Şiir Nedir? Ne İçin Vardır?
Toplumsal sorunlarda, ikili ilişkilerde veya kişinin iç dünyasının kargaşasını anlatabilmek için kağıda döktüğümüz iyi bir ikna aracı var, ona şiir diyoruz. Sahi şiir nedir? Hece ölçüsü ve kafiyeden oluşan bir söz cümbüşü mü, yoksa içsel dünyamızı sayfalarca anlatmak yerine, başka bir dille duygularımızın en uç noktasında olanları birkaç dizeyle ortaya koymak mı? Şiirin pek çok tanımı mevcut, hatta sözlüğe girerseniz tüm anlatıları kapsayacak tanımlar bile bulabilirsiniz. Ancak biz bu gün burada sığ bir tanım yerine şiirin gerçekte ne olduğunu konuşup, üzerine düşüneceğiz. Google’a ”şiir nedir” şeklinde arattığımızda karşımıza sıkıcı tanımlar ve pek işinize yaramayacak şiir türleri çıkıyor. Biz bunlardan hiç bahsetmeyeceğiz. Şiirin ne olduğunu ve ne için yazıldığını anlamaya çalışacağız. Tabii konuşacaklarımız sadece bunlarla sınırlı değil.

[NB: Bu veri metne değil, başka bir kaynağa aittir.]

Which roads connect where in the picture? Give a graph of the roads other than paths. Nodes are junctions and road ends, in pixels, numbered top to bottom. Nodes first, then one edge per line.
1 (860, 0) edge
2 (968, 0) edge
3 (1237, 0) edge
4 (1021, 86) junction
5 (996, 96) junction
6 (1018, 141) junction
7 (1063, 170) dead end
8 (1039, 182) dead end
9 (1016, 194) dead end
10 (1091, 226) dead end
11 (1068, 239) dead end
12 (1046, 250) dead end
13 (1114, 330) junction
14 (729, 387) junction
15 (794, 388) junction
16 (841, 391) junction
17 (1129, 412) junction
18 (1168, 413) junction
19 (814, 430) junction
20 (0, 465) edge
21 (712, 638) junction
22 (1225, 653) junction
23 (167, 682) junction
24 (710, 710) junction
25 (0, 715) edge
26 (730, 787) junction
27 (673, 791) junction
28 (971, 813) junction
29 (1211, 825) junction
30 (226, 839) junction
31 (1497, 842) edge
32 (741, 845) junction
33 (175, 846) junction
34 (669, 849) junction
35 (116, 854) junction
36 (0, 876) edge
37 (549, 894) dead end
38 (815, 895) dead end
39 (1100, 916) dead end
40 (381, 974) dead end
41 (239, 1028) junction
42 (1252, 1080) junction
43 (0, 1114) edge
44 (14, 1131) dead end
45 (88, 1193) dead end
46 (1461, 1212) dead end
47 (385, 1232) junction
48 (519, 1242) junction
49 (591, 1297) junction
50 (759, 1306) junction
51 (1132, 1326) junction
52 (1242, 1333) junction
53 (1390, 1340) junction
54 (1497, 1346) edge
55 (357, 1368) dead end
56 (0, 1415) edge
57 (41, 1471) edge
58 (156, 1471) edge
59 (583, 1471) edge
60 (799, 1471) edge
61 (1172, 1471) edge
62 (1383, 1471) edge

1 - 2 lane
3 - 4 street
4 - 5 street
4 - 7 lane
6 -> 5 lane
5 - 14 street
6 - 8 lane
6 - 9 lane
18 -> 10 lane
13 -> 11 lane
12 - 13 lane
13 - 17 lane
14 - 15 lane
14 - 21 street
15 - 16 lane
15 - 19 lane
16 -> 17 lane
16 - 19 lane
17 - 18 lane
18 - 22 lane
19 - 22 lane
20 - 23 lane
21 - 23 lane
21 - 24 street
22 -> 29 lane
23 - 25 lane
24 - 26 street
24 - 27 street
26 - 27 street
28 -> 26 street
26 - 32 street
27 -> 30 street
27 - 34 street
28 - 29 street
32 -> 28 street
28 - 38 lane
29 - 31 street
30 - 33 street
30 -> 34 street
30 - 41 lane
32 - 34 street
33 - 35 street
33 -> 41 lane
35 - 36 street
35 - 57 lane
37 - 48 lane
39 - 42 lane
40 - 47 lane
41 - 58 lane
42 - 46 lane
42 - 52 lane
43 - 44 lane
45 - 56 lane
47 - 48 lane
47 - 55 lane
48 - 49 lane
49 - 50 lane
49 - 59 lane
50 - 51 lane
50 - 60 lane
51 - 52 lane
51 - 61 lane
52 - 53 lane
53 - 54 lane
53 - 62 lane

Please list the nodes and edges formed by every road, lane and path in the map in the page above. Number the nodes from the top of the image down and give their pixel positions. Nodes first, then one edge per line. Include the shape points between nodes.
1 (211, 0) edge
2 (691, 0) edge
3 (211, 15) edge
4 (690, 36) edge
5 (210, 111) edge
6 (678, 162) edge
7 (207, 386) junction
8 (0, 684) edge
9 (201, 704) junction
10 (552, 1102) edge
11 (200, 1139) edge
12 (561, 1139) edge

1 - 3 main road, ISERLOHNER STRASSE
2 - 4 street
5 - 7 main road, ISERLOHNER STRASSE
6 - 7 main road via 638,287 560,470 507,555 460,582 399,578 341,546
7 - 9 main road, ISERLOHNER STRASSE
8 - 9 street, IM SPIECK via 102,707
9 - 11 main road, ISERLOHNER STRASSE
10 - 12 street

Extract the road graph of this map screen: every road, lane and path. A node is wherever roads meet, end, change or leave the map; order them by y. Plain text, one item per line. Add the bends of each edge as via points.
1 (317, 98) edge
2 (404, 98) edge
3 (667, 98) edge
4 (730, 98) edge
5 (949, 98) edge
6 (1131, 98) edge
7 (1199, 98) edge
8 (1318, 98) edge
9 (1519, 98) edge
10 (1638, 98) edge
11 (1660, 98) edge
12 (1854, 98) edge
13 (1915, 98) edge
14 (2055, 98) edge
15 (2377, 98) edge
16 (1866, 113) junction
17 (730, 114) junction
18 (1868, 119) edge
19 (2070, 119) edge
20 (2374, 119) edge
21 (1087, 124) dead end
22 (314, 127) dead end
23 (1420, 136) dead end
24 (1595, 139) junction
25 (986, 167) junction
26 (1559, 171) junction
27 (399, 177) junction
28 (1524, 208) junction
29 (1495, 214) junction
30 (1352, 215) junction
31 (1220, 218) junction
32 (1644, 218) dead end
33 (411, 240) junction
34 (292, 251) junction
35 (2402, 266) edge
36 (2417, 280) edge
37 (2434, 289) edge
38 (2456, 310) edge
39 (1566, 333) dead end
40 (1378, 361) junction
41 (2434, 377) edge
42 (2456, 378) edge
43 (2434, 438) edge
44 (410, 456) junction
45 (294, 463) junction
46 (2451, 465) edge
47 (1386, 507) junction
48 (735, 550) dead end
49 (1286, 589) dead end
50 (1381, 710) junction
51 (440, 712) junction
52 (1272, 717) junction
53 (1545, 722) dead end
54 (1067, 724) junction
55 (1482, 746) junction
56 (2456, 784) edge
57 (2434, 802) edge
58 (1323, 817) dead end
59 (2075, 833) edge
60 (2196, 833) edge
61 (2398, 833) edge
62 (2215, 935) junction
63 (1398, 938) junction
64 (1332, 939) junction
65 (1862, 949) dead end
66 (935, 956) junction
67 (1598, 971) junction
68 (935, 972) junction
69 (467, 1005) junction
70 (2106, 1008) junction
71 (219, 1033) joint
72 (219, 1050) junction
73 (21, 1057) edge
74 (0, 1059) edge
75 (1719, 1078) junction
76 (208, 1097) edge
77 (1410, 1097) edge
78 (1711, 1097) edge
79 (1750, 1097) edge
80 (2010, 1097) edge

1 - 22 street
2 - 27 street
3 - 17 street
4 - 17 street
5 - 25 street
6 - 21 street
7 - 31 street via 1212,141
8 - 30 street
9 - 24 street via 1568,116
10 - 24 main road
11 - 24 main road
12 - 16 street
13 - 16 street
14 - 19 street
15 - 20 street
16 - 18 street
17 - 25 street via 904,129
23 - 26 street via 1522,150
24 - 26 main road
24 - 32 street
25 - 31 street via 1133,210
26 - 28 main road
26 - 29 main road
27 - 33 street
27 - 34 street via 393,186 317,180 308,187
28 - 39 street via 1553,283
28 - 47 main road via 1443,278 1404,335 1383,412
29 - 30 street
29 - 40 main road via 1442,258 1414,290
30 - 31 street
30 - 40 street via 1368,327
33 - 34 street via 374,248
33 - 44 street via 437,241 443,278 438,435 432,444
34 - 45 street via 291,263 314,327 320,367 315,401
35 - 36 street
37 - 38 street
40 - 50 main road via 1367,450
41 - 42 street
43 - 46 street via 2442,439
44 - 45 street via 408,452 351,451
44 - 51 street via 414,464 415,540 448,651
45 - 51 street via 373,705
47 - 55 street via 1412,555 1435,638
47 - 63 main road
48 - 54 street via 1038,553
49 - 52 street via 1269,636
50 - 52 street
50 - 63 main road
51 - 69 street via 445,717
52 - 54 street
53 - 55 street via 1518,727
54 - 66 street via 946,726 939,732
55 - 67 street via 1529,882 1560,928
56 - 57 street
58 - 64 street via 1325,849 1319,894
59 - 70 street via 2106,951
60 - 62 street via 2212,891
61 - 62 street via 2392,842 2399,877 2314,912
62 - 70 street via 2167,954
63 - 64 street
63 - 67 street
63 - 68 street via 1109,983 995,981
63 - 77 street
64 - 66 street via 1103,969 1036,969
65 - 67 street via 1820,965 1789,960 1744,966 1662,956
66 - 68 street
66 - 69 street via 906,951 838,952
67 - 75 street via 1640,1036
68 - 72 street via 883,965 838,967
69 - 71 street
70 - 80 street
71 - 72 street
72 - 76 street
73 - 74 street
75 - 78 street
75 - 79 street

Bende şiirin ne olduğunu anlamak için çok çaba gösterdim. İyi şiir nedir? Kötü şiir nedir? Veya şiir dediğimiz şey günlük posta gazetesinde çıkan zırvalıklar mı? İyi şair ve kötü şair nedir? Gerçekten böyle bir ayrım yapılabilir mi? Tabii kendim edebi alanda uzman birisi olmadığım için iyi bir edebiyatçı ve dilbilimci olan Emine Arslan’a bu konuyu danıştım. Sağ olsun yine her soruma sabırla cevap verdi. Malumunuz şiir denilen araç, bizlere diğer sanat alanları gibi hep boş beleş işler olarak gösterildi. Hatta ”ne yapcan lan, şair mi olacan” diye bir atıfta yapılır küçükten bu işlerle ilgilenenlere. Tabii bende bunların etkisi altında büyüdüğüm için bu konuyu anlamam, şiirin ne kadar önemli bir araç olduğunu öğrenmem epey bir süre aldı. Bunlar anlatmakla bitmez. Biz en iyisi Emine Arslan ile konuşmamızda nelere değindik onlara bakalım.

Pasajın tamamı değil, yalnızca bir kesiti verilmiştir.